I always judge a documentary not only by its visual appeal but also by its audio appeal. "Crude" comes through well on that score too, with a soundtrack of beautiful South American (presumably Ecuadoran) music to help make an already great documentary that much better.
But the real star is the Amazon rainforest itself, still breathtaking to see even with all the environmental raping it has gone through on the part of Chevron/Texaco. The native Amazonian tribes are struggling to hold on to what little they have left in the "dead zones" of the Amazon rainforest where Chevron/Texaco once ruled supreme, and one cannot help but be filled with awe and respect for the strength these simple people show in seeking to stay alive in their traditional homelands without getting poisoned on a daily basis by oil and petroleum waste.
Knowledge is indeed power, and having watched this documentary I understand much more clearly what is happening, for example, with the British Petroleum oil spill that has already devastated much of the U.S. southern coastline.

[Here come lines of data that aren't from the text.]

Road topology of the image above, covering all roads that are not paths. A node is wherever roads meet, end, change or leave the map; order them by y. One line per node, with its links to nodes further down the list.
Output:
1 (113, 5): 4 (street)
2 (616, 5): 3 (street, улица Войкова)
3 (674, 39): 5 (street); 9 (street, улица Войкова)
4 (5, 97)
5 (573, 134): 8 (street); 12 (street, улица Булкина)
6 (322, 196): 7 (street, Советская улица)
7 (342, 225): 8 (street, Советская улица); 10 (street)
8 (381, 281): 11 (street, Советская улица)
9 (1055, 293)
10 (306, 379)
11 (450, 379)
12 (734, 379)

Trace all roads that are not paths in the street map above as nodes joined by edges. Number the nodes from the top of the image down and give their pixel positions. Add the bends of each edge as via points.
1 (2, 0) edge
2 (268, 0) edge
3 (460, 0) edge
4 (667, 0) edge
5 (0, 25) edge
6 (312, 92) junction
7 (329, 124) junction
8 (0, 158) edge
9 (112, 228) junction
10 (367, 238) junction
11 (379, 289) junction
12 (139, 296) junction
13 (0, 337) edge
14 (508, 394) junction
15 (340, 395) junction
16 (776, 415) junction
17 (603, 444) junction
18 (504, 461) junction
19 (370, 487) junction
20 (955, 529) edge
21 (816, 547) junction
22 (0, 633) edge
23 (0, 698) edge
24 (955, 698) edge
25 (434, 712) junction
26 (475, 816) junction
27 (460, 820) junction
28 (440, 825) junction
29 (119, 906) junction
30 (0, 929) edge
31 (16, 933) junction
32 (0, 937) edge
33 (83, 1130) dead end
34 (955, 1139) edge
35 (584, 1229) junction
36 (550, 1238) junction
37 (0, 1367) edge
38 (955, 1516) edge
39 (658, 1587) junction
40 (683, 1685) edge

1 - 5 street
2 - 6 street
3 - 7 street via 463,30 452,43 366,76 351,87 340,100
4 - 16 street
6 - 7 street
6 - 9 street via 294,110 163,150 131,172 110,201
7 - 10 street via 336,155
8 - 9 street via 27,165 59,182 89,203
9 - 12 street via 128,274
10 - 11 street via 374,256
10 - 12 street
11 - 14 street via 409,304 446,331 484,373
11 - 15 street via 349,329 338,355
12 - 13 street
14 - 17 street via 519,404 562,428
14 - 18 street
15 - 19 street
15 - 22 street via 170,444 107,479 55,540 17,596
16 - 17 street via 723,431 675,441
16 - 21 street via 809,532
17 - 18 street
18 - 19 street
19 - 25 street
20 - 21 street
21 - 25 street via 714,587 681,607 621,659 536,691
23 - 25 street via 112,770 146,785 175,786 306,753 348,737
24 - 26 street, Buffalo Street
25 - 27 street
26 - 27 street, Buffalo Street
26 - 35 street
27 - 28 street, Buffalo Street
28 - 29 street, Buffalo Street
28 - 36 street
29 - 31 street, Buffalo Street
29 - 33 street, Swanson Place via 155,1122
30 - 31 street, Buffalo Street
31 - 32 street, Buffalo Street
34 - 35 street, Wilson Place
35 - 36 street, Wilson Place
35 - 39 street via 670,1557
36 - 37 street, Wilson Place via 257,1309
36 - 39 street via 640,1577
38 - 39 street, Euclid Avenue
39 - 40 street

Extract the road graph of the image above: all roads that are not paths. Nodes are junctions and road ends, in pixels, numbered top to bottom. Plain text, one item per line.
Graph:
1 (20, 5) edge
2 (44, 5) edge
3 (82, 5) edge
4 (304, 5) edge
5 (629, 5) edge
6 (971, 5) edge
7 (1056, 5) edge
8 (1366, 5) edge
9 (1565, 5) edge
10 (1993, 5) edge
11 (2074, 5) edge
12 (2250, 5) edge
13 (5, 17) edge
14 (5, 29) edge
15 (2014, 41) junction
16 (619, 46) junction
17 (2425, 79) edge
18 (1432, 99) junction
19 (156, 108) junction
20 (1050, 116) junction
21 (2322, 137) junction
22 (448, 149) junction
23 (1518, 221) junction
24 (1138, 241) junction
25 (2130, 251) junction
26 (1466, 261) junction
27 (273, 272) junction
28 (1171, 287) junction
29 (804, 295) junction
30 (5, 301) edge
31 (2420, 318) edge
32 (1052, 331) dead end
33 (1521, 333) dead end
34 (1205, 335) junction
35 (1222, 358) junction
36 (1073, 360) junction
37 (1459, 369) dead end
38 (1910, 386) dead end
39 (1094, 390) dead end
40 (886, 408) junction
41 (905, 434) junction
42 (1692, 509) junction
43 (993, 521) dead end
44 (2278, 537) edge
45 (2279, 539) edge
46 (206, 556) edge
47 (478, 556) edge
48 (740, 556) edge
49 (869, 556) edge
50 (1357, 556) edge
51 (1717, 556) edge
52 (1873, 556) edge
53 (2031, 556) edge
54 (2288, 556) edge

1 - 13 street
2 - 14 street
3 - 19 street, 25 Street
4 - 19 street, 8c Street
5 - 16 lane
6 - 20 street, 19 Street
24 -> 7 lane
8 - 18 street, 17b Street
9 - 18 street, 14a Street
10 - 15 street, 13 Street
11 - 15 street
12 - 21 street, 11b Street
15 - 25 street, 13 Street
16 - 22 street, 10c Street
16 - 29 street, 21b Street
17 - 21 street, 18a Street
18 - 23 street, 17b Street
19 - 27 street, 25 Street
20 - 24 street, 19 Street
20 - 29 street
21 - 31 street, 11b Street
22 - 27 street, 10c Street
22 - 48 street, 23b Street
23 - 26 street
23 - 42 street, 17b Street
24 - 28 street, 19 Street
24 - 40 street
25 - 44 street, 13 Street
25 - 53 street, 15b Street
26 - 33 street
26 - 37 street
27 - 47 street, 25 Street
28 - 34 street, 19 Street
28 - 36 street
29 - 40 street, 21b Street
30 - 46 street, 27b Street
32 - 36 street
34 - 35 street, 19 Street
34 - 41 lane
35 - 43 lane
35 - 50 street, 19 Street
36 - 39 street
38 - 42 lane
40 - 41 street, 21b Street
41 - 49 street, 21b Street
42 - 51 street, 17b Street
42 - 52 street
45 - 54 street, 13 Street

This kind of massive oil pollution and contamination is the future, folks, unless we arm ourselves with knowledge and truth and stop it.
We may not have the authority to set national government policy or be able to gain an audience with an oil company CEO, but what we *can* do as consumers is empower ourselves with knowledge and arm ourselves with truth -- because for all its sheer arrogance and bluster in this film, Chevron/Texaco and other corporate crooks like it don't stand a chance against informed, knowledgeable citizens. And that is one reason why Chevron still intends to get its grimy hands on those 600 hours of raw footage that shaped this movie, "Crude", by Joe Berlinger, despite the filmmaker's ongoing appeal for protection of freedom of the press and speech under the U.S. Constitution.
Buy this DVD -- today -- and make your own small but worthy investment in a future society that puts corporate polluters right where they belong: behind bars and on "corporate chain gangs" to clean up their own environmental catastrophes. Chevron/Texaco, for one, will not be happy that you purchased this film right here on (ahem) Amazon.